Quando falamos de resgate técnico, seja em altura ou em espaço confinado, o nível de exigência aumenta ainda mais. Não existe improviso em resgate técnico. Planos de emergência e procedimentos devem estar previamente definidos, equipes treinadas, equipamentos adequados e prontos para uso. A ausência de planejamento transforma uma vítima em múltiplas vítimas.
Diante de tudo isso, é necessário confrontar, com responsabilidade, uma narrativa perigosa que vem sendo difundida: a de que cumprir normas “demais” atrasa processos, reduz competitividade e impacta financeiramente profissionais e empresas.
Essa visão é limitada e, no longo prazo, insustentável.
Cumprir normas não é ser excessivamente rígido.
Cumprir normas é ser tecnicamente responsável.
Cumprir normas é garantir previsibilidade operacional.
É reduzir passivos trabalhistas.
É evitar interdições, multas e, principalmente, acidentes.
É verdade que, em determinados contextos, a imprudência pode gerar ganhos imediatos, mais rapidez, menor custo aparente, maior volume de entregas. Mas essa lógica é frágil. Porque basta um único evento adverso para comprometer toda uma trajetória profissional ou empresarial.
Coragem pode até te levar a fechar contratos.
Mas é a conformidade com as normas que garante a continuidade do seu trabalho.
Coragem pode te colocar dentro de um ambiente de risco.
Mas é a gestão de segurança que garante que você saia dele.
Responsabilidade técnica
Como profissional da área de Segurança do Trabalho, minha atuação sempre foi pautada na responsabilidade técnica, no compromisso com a vida e na aplicação consistente das normas regulamentadoras. Não se trata de impedir a operação, mas de assegurar que ela ocorra dentro de parâmetros seguros, controlados e sustentáveis.

Essa é também a essência do trabalho desenvolvido pela PREVESEG-ES Serviços e Treinamentos.
Nosso propósito vai além do atendimento legal. Atuamos na construção de uma cultura de segurança sólida, onde cada procedimento tem embasamento técnico, cada medida preventiva tem propósito claro e cada decisão considera, acima de tudo, a preservação da vida.
Trabalhamos para que empresas compreendam que segurança não é custo — é investimento estratégico.
Não é burocracia, é governança operacional.
Não é obstáculo, é diferencial competitivo.
E, principalmente, segurança não é opcional.
O exemplo que damos importa.

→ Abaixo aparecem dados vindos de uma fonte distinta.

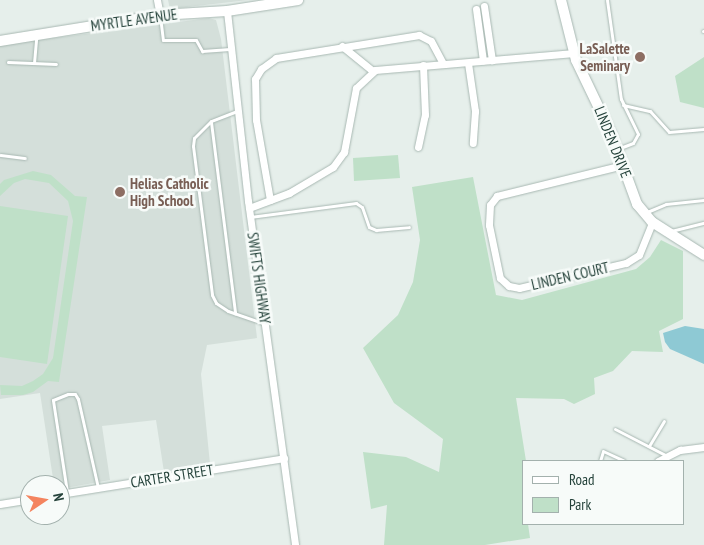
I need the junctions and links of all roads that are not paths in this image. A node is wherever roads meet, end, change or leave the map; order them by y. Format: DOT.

E muito.
Cada atitude, cada decisão e cada posicionamento contribui diretamente para a formação da cultura organizacional e para o comportamento de outros profissionais, especialmente aqueles que estão em desenvolvimento.
Se queremos um ambiente de trabalho mais seguro, precisamos agir de forma coerente com os princípios que defendemos mesmo que nossos concorrentes façam mais rápido, com menos exigências e com valores abaixo do mercado, reputação não se negocia.
Se queremos valorização profissional, precisamos valorizar a técnica.
Se queremos evolução na área, precisamos combater qualquer prática que banalize o risco.
No final, a discussão não é sobre quem é mais experiente, mais ousado ou mais produtivo.
A discussão é sobre responsabilidade.
Porque, no fim do dia, não é o improviso que salva vidas.
Não é a coragem que previne acidentes.
E não é a sorte que sustenta uma carreira.
É a segurança.
E isso nunca será negociável.

Ivan Bongiovani Júnior
Téc. Seg. do Trabalho
Graduando Eng. Mecânica
Sócio Diretor PREVESEG-ES
Defensor da Segurança do Trabalho e valor a vida.